Labour backs free bus travel scheme – at a cost of £1.4bn

- By Harry Yorke POLITICAL CORRESPOND­ENT

JEREMY CORBYN will today announce plans for free bus travel for anyone under 25 with a policy that aims to woo 13 million voters and would cost the Treasury £1.4billion.

Labour says that the policy would be paid for using money from Vehicle Excise Duty, which is forecast to bring in £6.7 billion by 2021.

However, that money is earmarked for new roads, meaning that any future road building would have to be paid for out of Labour’s “national transforma­tion fund”, a £250 billion scheme raised through additional borrowing.

Last night John O’connell, chief executive of the Taxpayers’ Alliance called the policy a subsidy for “24-yearold bankers”.

“As with their ‘pledge’ to abolish tuition fees, this is another transfer of wealth from hard-pressed taxpayers to young middle-class voters,” he said. “Bus subsidies already run into the billions, costing each household £80 a year. Why on earth should 25-year-old taxpayers on minimum wage subsidise 24-year-old bankers to nip between meetings and lunches in the City?”

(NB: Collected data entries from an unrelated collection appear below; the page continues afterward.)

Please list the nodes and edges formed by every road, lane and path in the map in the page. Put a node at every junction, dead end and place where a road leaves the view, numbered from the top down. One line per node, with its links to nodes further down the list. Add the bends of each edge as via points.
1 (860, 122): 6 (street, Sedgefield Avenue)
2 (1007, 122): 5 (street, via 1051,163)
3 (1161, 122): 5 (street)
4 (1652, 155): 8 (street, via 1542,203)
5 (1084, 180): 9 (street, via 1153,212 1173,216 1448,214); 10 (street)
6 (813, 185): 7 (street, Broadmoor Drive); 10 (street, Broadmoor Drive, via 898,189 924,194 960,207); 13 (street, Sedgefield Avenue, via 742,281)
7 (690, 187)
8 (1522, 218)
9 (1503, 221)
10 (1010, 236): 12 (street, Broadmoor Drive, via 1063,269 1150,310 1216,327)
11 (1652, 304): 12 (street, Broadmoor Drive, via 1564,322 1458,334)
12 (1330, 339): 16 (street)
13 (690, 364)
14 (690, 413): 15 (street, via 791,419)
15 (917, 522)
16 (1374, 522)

Nusrat Ghani, a transport minister, said: “Our balanced approach to the economy means that we are able to help people with the cost of travel by extending railcards to everyone under the age of 30.”

In Derby, Mr Corbyn will say that the scheme, which could save youngsters £1,000 a year, will allow them to “travel to work, to study and to visit friends”, adding: “Young people also tend to be in lower paid, more insecure work, and they spend a higher proportion of their income on travel. Giving them free bus travel will make a huge difference.”